START EXTRACTED RECORDS

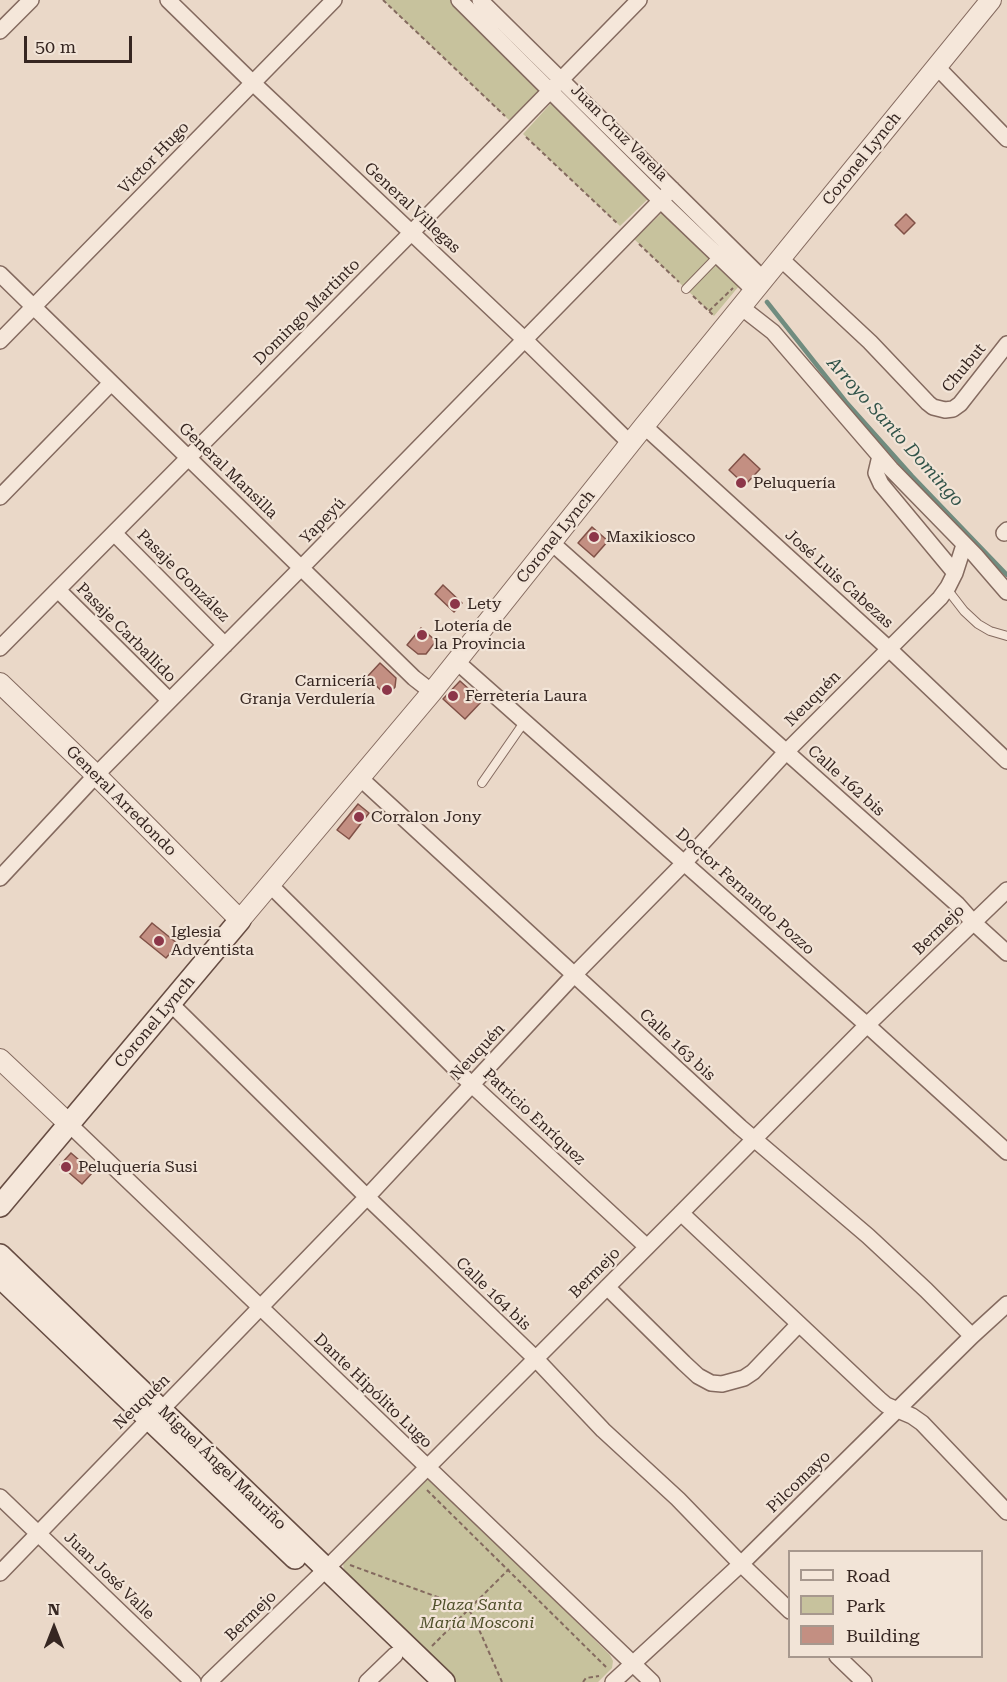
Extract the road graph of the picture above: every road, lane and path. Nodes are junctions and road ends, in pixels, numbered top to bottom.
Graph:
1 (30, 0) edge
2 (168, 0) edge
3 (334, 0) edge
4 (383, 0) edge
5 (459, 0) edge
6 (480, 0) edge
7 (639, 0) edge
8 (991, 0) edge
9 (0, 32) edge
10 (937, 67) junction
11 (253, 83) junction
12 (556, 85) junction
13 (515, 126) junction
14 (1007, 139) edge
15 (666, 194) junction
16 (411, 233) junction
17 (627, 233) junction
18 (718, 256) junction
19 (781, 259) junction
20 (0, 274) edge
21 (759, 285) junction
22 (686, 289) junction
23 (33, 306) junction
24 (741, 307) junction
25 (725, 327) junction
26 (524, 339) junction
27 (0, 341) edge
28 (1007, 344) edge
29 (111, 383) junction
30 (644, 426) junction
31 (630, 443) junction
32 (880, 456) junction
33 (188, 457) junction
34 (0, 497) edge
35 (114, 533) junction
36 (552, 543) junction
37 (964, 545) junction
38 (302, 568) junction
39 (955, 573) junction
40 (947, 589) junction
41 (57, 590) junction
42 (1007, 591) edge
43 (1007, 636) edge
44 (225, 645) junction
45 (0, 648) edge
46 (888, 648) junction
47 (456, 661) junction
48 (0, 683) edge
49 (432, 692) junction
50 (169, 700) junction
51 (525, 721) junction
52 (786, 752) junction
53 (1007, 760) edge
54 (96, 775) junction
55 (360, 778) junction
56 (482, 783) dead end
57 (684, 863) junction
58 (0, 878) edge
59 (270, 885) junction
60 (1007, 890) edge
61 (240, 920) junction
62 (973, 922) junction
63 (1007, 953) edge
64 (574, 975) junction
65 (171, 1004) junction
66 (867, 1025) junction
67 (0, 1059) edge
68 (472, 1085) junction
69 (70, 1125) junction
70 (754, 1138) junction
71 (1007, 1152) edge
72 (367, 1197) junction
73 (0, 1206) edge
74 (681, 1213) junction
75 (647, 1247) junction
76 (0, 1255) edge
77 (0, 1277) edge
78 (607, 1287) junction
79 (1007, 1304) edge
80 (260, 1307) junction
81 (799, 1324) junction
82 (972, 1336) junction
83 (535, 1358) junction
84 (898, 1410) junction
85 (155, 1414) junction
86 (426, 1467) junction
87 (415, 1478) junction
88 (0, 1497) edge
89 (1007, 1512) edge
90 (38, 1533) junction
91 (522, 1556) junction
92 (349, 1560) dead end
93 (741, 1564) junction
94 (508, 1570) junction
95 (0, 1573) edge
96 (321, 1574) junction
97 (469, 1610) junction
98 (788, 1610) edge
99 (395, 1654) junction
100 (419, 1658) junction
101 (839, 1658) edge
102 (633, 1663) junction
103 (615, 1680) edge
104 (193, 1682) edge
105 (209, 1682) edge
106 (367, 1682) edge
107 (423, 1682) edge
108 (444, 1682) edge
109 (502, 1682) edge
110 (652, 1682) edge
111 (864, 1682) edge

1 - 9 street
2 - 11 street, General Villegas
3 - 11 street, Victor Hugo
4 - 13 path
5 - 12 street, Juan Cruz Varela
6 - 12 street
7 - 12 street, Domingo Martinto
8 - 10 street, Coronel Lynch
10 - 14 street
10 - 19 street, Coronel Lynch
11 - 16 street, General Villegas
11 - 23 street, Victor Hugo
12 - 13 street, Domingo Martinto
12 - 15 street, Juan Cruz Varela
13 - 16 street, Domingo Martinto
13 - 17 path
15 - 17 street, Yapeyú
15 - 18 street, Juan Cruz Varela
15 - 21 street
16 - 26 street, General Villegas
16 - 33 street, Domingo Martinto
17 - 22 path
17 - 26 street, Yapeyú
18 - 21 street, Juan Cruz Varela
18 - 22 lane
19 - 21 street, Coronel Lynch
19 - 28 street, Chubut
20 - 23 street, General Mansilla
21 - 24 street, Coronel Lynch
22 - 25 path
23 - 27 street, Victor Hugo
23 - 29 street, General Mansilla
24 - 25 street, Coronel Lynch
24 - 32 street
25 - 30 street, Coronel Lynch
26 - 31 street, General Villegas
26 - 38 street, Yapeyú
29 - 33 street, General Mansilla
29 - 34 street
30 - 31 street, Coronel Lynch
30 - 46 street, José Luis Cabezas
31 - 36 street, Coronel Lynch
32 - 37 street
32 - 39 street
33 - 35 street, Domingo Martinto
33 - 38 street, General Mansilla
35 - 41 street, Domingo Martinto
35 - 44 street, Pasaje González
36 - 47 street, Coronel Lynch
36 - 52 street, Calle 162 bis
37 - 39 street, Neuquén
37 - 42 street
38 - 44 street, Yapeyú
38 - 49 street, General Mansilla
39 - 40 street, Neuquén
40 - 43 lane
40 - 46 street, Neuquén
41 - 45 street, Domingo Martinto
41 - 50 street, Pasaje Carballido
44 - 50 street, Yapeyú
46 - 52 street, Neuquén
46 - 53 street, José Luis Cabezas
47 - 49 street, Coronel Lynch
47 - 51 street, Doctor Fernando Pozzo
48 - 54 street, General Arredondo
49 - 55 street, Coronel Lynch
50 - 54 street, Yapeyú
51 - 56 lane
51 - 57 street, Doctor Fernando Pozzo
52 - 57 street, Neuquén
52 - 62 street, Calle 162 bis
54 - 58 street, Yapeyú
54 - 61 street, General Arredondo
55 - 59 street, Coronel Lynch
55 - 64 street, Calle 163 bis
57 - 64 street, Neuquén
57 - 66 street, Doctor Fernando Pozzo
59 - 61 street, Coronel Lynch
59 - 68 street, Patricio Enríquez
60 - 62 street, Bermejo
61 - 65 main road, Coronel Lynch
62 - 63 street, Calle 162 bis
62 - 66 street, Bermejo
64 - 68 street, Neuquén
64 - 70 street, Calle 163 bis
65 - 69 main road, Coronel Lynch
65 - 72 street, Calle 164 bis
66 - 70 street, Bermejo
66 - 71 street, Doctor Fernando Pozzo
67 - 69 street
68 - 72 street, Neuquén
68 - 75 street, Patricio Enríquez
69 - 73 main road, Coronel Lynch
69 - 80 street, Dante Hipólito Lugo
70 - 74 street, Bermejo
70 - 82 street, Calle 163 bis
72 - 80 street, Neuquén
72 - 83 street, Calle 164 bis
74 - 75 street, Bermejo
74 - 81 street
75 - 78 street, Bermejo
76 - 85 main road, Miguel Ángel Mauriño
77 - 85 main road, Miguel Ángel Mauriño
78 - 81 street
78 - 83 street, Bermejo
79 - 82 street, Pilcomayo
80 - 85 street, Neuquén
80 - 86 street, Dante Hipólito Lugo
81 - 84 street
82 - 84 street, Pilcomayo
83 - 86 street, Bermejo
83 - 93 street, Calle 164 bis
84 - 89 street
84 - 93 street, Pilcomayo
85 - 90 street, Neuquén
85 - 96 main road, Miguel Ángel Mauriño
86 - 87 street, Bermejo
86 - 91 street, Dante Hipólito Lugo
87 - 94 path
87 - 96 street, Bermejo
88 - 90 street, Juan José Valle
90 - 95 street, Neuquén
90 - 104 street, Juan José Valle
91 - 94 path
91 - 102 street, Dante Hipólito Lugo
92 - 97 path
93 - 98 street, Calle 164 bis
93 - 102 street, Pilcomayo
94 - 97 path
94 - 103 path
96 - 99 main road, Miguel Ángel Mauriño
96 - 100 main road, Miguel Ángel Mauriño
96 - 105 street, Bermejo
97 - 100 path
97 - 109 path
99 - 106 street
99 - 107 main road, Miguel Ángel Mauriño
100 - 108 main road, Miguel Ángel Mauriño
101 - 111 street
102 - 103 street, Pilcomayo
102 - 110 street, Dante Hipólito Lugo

END EXTRACTED RECORDS

Where a line of the data above includes the string "Ángel", pull it out.

=== SOLUTION TO THE EXERCISE ===
76 - 85 main road, Miguel Ángel Mauriño
77 - 85 main road, Miguel Ángel Mauriño
85 - 96 main road, Miguel Ángel Mauriño
96 - 99 main road, Miguel Ángel Mauriño
96 - 100 main road, Miguel Ángel Mauriño
99 - 107 main road, Miguel Ángel Mauriño
100 - 108 main road, Miguel Ángel Mauriño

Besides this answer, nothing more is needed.